Tra la fine di ottobre e i primi di novembre ci sarà la chiusura della data room con la possibilità di passare ad accordi vincolanti e a seguito di questo passaggio è stato già fissato un nuovo incontro presso il MIMIT già dai prossimi giorni per capire realmente chi e interessato all’acquisto.
“Come Fim-Cisl – precisano D’Alò e Cappelli – abbiamo chiesto con forza al Governo che garantisca un’equa ridistribuzione dei 2 milioni di tonnellate, puntando anche ad andare oltre questo numero, che attualmente ADI riesce a produrre perché a fronte di un accordo 2024 che prevedeva a Magona l’invio di 110 mila tonnellate di semiprodotto, ne sono state inviate solo 53mila tonnellate. E fondamentale ora, soprattutto in questa fase di vendita, garantire questo tonnellaggio per rendere ancor più appetibile il sito. Stando in marcia infatti si può continuare a garantire, oltre che il lavoro il mantenimento dei clienti e dei fornitori attualmente presenti”.

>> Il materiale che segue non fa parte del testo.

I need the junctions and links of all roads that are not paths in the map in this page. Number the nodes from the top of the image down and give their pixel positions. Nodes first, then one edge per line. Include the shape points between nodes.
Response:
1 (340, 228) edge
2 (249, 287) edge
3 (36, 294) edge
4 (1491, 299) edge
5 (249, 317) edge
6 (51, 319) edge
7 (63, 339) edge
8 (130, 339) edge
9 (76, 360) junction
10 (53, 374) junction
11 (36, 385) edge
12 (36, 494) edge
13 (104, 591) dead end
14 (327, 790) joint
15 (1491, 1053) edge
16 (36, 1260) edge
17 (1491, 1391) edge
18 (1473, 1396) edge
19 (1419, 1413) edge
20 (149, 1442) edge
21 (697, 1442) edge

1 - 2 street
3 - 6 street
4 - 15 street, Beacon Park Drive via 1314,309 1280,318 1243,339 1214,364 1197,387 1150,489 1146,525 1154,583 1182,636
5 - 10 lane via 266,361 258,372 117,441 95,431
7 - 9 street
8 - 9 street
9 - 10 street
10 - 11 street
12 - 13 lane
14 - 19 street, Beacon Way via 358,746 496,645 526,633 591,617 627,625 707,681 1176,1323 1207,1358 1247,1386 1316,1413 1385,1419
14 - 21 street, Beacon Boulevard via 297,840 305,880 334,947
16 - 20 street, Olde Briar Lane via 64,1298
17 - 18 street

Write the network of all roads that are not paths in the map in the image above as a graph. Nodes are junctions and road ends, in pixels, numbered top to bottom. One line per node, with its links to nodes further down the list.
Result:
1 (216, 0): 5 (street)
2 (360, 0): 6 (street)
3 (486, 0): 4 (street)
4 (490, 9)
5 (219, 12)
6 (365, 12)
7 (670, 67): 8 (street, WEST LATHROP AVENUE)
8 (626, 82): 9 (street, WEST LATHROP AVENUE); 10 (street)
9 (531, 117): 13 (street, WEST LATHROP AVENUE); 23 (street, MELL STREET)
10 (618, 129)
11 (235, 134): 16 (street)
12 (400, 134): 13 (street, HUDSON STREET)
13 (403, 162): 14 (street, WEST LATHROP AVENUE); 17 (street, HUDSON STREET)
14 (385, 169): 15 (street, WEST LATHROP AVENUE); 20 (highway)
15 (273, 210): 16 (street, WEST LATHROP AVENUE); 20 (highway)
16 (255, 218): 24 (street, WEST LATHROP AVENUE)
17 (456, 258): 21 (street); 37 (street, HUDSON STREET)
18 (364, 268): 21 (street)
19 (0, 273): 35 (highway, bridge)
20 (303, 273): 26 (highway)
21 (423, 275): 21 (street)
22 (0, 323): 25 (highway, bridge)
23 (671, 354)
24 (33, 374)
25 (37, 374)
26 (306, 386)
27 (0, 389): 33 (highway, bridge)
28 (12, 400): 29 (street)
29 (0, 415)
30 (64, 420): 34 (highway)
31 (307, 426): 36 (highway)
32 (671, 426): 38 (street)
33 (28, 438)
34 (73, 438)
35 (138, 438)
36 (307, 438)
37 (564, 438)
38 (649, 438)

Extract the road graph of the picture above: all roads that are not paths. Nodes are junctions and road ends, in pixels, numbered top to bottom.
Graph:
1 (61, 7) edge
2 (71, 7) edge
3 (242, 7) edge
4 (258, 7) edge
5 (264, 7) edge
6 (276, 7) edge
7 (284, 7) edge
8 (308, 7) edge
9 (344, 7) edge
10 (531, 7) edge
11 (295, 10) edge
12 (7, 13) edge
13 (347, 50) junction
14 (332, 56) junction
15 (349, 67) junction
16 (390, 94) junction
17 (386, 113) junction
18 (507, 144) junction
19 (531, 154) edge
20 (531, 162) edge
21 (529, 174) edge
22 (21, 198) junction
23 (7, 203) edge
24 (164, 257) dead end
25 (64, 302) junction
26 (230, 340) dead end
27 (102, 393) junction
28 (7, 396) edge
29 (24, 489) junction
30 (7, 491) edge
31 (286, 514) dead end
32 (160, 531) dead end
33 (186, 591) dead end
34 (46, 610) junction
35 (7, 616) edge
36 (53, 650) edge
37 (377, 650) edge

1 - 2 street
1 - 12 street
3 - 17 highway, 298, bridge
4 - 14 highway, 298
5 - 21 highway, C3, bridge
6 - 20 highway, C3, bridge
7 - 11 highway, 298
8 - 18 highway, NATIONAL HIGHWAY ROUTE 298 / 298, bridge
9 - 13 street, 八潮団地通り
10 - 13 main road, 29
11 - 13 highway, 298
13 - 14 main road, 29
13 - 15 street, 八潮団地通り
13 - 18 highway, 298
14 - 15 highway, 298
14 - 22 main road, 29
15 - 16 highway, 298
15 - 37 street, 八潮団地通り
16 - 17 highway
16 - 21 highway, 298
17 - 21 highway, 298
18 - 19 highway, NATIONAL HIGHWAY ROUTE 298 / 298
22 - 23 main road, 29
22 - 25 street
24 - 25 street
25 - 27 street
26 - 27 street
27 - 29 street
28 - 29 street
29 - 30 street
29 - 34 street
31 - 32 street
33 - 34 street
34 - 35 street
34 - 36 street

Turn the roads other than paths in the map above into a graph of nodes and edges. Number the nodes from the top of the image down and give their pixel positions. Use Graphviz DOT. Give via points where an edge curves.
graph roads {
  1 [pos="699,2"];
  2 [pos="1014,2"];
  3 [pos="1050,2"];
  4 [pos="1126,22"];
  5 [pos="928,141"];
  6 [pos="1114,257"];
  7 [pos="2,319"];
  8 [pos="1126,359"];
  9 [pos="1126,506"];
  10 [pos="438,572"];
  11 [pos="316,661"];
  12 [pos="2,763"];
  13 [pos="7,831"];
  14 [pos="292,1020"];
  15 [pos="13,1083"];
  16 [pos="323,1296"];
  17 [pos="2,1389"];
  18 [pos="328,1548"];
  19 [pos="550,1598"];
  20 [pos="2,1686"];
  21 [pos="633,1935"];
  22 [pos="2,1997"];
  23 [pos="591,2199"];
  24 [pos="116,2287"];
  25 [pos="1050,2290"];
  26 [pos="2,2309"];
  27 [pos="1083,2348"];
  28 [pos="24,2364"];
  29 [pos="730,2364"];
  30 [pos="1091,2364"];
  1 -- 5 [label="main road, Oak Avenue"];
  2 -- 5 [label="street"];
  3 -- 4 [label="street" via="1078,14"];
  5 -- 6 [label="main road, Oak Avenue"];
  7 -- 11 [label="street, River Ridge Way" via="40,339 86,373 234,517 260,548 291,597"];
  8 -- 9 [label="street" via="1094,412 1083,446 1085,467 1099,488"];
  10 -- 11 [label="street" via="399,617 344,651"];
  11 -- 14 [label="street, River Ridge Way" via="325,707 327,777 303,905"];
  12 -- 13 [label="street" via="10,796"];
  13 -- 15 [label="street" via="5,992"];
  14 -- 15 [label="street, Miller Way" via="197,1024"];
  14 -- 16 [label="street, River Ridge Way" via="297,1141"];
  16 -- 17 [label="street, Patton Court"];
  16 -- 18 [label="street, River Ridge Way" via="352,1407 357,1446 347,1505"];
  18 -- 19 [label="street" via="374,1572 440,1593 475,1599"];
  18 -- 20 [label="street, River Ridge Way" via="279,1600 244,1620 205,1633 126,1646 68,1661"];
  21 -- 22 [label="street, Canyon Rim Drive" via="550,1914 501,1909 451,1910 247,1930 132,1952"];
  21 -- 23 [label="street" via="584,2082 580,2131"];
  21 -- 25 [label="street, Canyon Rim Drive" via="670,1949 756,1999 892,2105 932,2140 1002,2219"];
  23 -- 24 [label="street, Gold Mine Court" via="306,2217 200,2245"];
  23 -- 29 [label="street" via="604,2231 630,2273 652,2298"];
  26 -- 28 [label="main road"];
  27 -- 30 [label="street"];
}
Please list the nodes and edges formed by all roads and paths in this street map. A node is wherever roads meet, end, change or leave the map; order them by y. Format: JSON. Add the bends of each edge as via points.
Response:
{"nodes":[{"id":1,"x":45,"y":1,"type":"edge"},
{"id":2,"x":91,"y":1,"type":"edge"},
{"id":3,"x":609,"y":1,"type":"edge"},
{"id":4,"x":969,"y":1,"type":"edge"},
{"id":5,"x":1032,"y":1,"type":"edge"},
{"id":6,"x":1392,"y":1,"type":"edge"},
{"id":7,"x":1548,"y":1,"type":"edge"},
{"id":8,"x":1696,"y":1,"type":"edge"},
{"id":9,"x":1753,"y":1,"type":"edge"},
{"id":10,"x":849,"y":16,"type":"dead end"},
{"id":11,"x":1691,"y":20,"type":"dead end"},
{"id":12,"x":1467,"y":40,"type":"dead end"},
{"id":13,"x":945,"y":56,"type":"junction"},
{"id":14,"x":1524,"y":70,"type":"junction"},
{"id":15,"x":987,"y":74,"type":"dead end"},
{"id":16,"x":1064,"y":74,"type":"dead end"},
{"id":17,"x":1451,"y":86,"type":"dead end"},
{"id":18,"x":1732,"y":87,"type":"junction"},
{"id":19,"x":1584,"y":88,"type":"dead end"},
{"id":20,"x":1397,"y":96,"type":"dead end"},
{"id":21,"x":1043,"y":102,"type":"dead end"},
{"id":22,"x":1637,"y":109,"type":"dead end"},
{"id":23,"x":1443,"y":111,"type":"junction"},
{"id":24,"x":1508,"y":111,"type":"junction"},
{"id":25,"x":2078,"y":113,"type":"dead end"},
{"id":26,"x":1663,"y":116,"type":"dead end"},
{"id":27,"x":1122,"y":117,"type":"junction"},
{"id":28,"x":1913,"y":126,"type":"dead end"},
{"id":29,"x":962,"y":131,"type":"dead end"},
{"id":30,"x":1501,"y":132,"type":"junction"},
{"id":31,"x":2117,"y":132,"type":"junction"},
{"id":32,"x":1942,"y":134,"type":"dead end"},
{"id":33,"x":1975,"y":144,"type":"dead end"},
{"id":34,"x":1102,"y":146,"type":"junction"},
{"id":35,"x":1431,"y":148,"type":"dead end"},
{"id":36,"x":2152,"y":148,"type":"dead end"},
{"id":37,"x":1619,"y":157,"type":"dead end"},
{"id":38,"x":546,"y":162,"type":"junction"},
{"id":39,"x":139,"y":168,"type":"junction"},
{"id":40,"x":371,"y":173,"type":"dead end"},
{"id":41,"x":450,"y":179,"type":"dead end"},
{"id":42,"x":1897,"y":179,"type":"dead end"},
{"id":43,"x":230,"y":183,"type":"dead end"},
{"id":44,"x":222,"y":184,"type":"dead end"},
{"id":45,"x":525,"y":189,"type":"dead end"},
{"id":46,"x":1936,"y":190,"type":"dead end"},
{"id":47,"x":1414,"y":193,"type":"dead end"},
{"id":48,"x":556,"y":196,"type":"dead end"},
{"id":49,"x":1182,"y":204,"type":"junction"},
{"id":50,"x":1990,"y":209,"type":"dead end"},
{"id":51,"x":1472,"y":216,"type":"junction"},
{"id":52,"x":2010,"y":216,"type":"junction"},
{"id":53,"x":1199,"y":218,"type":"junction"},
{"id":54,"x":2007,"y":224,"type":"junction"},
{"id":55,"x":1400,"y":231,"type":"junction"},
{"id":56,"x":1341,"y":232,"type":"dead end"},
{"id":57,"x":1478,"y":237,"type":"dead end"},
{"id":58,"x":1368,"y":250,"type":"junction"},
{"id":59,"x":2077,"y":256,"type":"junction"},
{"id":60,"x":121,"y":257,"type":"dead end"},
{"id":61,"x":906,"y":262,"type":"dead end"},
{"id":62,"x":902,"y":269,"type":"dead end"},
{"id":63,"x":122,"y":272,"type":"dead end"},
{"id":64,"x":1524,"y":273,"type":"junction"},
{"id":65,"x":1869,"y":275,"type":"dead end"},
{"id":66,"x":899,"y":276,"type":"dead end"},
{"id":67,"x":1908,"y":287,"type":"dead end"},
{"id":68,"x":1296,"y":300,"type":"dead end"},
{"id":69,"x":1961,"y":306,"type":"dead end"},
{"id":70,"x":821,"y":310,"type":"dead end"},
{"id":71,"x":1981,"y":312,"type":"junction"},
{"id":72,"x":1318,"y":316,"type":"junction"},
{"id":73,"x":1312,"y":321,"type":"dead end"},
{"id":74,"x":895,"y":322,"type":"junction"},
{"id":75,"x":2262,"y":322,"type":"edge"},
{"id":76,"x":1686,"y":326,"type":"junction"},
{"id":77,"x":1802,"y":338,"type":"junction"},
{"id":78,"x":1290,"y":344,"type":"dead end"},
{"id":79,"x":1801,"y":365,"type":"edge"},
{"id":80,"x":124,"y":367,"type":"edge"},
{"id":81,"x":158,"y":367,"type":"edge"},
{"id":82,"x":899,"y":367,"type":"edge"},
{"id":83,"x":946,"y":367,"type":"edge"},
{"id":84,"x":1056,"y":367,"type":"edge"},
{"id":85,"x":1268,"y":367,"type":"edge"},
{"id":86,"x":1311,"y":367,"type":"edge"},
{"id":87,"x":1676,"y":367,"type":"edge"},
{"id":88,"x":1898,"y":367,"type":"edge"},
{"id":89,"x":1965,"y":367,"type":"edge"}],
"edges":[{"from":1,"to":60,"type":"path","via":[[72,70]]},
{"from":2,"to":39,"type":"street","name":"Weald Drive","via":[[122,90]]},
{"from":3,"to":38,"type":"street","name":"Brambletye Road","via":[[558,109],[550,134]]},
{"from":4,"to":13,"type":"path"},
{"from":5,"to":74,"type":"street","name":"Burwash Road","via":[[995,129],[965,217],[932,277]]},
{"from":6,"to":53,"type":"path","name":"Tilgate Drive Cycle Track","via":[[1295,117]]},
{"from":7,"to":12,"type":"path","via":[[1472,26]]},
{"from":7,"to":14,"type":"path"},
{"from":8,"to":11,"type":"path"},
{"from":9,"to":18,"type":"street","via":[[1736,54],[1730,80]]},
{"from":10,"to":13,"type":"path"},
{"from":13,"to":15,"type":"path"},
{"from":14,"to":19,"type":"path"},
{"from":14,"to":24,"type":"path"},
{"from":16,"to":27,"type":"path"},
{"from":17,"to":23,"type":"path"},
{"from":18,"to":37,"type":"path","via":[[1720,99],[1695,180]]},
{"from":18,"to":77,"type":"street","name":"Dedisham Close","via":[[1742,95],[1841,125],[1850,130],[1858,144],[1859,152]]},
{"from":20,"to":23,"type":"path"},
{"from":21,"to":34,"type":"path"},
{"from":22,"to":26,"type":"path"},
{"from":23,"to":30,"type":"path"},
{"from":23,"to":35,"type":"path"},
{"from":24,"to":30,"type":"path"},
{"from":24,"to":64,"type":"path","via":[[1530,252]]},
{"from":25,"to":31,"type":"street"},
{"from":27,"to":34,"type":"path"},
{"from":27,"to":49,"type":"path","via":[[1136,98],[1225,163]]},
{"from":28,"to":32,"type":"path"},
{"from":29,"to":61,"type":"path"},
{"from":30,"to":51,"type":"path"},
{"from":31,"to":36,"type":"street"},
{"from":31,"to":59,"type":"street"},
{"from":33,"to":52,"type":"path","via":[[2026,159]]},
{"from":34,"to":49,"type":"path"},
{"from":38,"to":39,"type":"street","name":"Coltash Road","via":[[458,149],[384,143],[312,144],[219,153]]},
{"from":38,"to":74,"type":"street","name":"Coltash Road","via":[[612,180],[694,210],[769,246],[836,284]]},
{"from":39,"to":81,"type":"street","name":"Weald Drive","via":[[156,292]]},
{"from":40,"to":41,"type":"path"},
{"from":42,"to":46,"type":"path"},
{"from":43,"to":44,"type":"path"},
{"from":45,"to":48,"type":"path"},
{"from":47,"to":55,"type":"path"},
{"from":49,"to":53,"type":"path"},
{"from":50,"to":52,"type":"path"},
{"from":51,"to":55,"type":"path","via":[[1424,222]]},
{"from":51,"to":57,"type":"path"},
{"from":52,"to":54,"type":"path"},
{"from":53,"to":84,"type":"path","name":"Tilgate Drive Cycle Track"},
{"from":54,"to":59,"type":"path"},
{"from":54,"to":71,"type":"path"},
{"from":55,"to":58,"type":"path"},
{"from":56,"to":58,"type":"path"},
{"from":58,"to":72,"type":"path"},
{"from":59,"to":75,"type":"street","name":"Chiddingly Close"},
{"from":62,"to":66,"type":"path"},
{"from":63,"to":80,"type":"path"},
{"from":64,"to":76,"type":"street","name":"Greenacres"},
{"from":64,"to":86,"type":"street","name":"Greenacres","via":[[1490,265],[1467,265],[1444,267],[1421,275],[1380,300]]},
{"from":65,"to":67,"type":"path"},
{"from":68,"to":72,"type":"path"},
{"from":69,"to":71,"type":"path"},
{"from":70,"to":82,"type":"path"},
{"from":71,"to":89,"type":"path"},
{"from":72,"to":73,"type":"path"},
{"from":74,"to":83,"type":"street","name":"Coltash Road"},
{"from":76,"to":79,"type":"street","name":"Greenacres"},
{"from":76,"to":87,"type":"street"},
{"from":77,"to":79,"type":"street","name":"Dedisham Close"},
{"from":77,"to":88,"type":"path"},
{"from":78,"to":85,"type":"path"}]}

“È necessario trovare una nuova proprietà in grado di garantire l’occupazione e al tempo stesso rilanciare la produzione del sito, che non avrebbe problemi di ordini ma in questi mesi è rimasto bloccato per i problemi di forniture – aggiungono Scarpa e Gesmundo -. La Cgil e Fiom ritengono necessario che il Governo garantisca le forniture di semi-prodotto per non perdere mercato e garantire continuità di lavorazione per i dipendenti e la stabilizzazione per i tanti lavoratori interinali ancora presenti. Come Cgil e Fiom – concludono – abbiamo ribadito la necessità che il Governo agisca sui fornitori storici a partire da Acciaierie d’Italia, ex Ilva: a fronte di un contratto di 150 mila tonnellate ad oggi ne è stato onorato solo un terzo”.